• _Try it_:
Pull every line of the entries that has the word "lines".

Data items

►

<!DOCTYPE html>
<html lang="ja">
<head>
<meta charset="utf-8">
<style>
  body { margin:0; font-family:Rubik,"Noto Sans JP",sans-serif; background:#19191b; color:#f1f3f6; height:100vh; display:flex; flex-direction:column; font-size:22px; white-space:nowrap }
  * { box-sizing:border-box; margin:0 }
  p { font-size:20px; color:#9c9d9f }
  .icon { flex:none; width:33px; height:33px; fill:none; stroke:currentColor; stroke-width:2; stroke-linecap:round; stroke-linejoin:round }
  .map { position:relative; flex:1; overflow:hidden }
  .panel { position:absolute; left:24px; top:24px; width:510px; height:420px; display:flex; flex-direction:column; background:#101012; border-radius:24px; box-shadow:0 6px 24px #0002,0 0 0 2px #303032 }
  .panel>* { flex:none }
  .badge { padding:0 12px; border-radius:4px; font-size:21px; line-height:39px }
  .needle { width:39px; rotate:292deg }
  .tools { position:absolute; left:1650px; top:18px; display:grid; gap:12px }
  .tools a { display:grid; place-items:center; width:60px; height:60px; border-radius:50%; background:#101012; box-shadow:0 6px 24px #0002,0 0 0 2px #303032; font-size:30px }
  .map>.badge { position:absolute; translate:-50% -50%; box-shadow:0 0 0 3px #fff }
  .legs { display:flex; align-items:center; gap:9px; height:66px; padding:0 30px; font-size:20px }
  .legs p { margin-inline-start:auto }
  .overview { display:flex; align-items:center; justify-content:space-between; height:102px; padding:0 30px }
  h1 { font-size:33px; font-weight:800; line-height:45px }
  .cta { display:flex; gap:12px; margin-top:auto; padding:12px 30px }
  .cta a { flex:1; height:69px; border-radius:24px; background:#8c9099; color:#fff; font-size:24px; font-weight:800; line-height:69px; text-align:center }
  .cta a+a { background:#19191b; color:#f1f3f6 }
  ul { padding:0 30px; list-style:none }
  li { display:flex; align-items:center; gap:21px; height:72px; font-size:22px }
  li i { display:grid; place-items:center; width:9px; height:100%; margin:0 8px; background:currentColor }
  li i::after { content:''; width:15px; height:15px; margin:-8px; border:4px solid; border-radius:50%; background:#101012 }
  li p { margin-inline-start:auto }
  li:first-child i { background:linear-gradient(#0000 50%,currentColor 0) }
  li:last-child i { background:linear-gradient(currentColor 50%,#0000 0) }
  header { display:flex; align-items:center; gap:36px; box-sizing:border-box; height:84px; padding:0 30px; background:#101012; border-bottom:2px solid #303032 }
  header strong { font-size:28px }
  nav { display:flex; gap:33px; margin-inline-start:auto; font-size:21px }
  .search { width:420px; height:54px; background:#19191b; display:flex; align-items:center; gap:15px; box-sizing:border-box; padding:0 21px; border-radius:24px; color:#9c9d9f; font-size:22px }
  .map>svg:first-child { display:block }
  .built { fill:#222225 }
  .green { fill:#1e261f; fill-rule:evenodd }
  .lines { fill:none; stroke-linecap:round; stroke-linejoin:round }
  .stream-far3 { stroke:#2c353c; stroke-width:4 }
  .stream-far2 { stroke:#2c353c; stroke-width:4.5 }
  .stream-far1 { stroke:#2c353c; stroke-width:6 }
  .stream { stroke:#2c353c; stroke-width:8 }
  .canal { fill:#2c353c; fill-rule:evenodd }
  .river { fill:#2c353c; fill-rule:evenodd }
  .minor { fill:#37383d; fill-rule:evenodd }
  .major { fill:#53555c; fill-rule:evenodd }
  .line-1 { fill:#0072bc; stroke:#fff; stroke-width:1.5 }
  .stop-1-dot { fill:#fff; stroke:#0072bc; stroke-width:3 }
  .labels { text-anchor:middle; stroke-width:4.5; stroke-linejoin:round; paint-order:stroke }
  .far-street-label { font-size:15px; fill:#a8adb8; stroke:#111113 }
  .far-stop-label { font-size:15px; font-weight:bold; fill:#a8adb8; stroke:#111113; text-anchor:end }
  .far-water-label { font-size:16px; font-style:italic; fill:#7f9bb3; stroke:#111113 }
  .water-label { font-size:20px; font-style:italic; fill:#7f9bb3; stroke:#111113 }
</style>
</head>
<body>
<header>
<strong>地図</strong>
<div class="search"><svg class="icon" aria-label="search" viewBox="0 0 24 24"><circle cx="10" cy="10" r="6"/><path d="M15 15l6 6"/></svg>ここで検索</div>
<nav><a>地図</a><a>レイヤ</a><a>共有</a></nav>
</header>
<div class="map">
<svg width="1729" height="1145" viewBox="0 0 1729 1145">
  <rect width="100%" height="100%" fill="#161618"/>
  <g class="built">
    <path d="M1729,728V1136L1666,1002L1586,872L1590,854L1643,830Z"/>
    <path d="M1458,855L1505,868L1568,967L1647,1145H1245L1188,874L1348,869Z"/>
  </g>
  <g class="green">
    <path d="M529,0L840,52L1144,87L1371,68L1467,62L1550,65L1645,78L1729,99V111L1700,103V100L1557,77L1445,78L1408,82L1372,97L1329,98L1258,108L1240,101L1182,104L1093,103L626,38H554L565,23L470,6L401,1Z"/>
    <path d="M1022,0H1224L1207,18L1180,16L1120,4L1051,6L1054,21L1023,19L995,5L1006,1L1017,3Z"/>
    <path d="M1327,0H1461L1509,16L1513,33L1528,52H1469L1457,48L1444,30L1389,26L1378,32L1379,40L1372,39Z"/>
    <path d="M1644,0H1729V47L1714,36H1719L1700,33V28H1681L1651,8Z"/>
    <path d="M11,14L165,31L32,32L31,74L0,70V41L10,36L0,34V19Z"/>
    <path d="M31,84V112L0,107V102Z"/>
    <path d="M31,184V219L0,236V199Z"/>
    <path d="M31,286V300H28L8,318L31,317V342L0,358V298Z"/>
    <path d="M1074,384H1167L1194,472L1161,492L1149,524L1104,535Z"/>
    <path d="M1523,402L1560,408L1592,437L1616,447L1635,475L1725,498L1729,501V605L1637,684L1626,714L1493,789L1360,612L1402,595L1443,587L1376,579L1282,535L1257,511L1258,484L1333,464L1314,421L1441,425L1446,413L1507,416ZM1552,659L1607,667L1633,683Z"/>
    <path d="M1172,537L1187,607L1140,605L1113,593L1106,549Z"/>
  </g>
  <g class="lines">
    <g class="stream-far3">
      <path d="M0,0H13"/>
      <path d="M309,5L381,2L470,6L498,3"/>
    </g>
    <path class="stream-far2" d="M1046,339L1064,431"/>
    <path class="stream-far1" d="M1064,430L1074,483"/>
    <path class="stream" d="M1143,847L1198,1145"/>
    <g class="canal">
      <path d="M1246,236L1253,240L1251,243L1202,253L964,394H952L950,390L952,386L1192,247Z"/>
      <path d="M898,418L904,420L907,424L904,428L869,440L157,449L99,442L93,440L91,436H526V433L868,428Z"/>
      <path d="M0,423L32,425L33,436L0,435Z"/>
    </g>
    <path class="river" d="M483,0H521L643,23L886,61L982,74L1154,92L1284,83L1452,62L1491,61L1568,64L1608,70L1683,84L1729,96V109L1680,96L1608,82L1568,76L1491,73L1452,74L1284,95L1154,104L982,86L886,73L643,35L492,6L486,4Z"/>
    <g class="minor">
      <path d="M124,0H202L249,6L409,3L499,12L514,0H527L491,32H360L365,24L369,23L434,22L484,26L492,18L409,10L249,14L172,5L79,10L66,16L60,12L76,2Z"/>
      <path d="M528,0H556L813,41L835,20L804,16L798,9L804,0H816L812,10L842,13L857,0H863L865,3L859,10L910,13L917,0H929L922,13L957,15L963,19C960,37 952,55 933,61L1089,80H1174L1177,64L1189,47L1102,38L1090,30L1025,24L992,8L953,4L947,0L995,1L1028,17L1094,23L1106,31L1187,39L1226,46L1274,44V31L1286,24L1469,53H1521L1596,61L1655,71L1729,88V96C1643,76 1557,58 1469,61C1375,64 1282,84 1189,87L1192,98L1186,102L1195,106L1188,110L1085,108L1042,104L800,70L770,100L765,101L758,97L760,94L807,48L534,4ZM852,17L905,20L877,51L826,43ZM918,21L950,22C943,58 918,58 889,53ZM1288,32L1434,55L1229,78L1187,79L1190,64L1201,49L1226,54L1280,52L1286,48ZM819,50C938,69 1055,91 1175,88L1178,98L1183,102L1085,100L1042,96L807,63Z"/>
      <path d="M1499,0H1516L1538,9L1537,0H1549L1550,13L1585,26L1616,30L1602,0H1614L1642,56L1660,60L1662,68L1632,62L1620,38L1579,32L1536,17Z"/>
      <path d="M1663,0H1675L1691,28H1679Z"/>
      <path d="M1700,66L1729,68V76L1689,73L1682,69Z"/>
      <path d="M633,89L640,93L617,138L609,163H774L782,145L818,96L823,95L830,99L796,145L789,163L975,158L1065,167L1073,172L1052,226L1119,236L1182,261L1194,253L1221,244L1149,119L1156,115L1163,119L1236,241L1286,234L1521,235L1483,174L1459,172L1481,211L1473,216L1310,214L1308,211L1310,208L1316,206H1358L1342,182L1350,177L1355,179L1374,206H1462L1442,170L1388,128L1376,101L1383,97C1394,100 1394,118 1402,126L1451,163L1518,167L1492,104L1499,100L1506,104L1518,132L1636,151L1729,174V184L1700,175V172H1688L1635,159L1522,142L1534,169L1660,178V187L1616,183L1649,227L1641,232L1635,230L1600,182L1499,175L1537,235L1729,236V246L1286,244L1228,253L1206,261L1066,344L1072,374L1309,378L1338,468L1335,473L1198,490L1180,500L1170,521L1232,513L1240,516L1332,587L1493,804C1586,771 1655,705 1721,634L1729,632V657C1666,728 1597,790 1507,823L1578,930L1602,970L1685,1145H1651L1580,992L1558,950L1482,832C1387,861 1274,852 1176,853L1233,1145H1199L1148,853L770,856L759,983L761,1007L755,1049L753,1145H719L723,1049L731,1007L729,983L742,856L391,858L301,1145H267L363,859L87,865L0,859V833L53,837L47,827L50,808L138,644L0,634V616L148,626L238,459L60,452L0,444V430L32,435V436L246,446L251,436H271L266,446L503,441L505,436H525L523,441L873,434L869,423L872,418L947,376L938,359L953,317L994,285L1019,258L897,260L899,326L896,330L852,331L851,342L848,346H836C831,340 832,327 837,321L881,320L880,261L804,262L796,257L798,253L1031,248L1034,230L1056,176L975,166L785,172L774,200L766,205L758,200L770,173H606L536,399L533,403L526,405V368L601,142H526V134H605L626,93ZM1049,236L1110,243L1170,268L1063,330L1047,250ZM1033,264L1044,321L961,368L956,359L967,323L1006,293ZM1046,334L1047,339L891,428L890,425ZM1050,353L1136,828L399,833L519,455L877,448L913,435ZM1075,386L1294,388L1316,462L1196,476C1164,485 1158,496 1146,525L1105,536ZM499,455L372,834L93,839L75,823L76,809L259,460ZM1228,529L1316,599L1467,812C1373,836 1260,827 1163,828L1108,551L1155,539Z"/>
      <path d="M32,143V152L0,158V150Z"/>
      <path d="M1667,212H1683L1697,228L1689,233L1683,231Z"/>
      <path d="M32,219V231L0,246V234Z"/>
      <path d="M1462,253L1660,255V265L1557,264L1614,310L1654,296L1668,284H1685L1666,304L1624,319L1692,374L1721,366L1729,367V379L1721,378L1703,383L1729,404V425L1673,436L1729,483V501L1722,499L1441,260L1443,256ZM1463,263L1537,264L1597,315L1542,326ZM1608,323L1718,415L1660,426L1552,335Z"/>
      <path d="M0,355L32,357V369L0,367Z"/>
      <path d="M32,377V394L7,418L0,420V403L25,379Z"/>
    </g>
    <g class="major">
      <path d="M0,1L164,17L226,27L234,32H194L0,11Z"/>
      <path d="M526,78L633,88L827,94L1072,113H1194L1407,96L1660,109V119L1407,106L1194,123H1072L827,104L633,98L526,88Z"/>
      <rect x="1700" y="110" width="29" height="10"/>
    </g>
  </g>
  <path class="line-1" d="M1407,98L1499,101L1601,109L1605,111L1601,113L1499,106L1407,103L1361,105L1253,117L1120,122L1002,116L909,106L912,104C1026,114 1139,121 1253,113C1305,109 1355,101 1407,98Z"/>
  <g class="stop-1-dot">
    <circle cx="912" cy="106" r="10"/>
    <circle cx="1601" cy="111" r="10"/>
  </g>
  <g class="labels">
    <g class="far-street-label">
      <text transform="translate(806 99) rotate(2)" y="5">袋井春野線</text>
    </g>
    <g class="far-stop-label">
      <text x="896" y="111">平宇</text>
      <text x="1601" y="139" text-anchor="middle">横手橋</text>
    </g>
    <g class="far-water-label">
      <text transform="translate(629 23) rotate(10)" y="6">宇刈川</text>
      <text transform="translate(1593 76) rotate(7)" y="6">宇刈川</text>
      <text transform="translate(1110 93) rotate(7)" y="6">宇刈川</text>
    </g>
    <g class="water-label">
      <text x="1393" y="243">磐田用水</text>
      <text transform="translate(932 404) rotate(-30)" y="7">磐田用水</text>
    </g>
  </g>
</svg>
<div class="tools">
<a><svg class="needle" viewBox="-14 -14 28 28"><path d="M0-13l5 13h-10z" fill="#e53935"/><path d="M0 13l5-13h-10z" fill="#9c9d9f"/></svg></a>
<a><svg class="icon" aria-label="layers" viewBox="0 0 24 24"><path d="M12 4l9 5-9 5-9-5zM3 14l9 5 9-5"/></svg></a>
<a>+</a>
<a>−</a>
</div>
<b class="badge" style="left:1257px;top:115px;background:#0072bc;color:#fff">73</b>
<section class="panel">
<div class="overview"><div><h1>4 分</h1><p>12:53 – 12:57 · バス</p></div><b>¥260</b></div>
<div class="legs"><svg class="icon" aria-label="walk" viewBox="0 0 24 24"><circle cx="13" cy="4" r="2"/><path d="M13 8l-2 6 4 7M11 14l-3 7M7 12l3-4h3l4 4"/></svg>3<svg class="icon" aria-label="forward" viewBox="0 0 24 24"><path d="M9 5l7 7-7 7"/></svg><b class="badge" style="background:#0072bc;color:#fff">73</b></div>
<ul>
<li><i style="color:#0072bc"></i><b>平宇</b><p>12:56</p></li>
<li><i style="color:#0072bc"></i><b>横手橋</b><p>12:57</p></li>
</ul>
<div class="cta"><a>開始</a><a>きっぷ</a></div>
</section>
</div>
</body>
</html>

◄

• _Task answer_:
  .lines { fill:none; stroke-linecap:round; stroke-linejoin:round }
  <g class="lines">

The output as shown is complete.